Un an après, Biden et l'Amérique ont tourné la page du retrait afghan

  • Biden a commémoré cette opération ainsi que la mort, le 26 août 2021, de 13 soldats américains tués dans un bombardement à l'extérieur de l'aéroport de Kaboul
  • Mais son administration reste plutôt discrète autour de l'anniversaire de ce retrait qui a mis fin à la plus longue guerre que les Etats-Unis aient jamais connue

WASHINGTON: Durement critiqué pour le fiasco du retrait des troupes américaines d'Afghanistan il y a un an, Joe Biden a néanmoins largement tourné la page même si le pays meurtri par des décennies de guerre fait toujours face à d'énormes défis.

Le président américain a dans un communiqué commémoré cette opération ainsi que la mort, le 26 août 2021, de 13 soldats américains tués dans un bombardement à l'extérieur de l'aéroport de Kaboul. Mais son administration reste plutôt discrète autour de l'anniversaire de ce retrait qui a mis fin à la plus longue guerre que les Etats-Unis aient jamais connue.

Dans un message aux forces armées, le secrétaire à la Défense Lloyd Austin a pour sa part rendu hommage aux 2 461 Américains morts sur le front et salué les efforts engagés par les Etats-Unis pour "construire un avenir meilleur pour le peuple afghan", alors que le pays est à nouveau sous le règne des talibans.
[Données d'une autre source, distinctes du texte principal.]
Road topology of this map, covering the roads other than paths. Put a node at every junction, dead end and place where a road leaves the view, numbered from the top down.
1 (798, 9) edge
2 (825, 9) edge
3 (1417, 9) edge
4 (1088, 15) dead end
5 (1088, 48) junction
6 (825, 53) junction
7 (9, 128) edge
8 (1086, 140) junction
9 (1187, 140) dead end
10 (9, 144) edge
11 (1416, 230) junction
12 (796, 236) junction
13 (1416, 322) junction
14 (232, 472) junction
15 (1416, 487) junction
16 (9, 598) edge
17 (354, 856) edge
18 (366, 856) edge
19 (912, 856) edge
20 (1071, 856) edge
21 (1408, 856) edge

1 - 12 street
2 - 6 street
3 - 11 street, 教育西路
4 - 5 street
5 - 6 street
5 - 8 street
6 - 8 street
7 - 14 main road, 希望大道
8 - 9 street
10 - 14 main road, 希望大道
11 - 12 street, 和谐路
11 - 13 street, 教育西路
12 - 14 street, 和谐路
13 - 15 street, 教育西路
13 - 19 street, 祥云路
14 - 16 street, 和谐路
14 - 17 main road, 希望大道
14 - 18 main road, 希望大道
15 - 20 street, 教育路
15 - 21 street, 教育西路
Le président Biden a longtemps critiqué la guerre en Afghanistan car il estimait que l'Amérique n'avait rien à y gagner. Et alors que Kaboul tombait et le gouvernement afghan s'écroulait en août dernier, malgré les 2 000 milliards de dollars investis dans le pays, le démocrate s'est refusé à reculer.

Un an après, vue d'outre-atlantique, les faits semblent lui avoir donné raison du moins politiquement.

Une erreur 

L'Afghanistan ne figure plus dans les priorités de l'actuelle administration américaine et de sa politique étrangère, bousculée par l'invasion russe de l'Ukraine en février dernier.

Selon un récent sondage de l'institut Gallup, 50% des Américains estiment même que la guerre en Afghanistan a été une erreur. Ce taux est à comparer avec la quasi-unanimité qui prévalait après les attentats du 11 septembre 2001 qui avaient justifié l'invasion du pays et la chute des talibans qui s'en était suivie.

"C'est facile de critiquer la décision de retrait sans fournir de bonne foi des alternatives viables", relève Adam Weinstein, du centre de recherches The Quincy Institute. "S'il existe certes une caisse de résonance dans la capitale pour la majorité des Américains, ce n'est pas un anniversaire qui les intéresse ", dit-il.

"Ils s'inquiètent de l'inflation, de l'endettement des étudiants et des divisions qui prévalent dans le pays. Ils ne pensent certainement pas à l'anniversaire du retrait alors que pour beaucoup d'entre eux la guerre était quelque chose de lointain ", ajoute le chercheur.

Reste que les images chaotiques du retrait américain sur le tarmac de l'aéroport de Kaboul avaient choquées et devaient préfigurer une forte chute de popularité du président Biden, qui s'est fait élire sur un programme de renouveau et de leadership après les turbulentes années de son prédécesseur Donald Trump.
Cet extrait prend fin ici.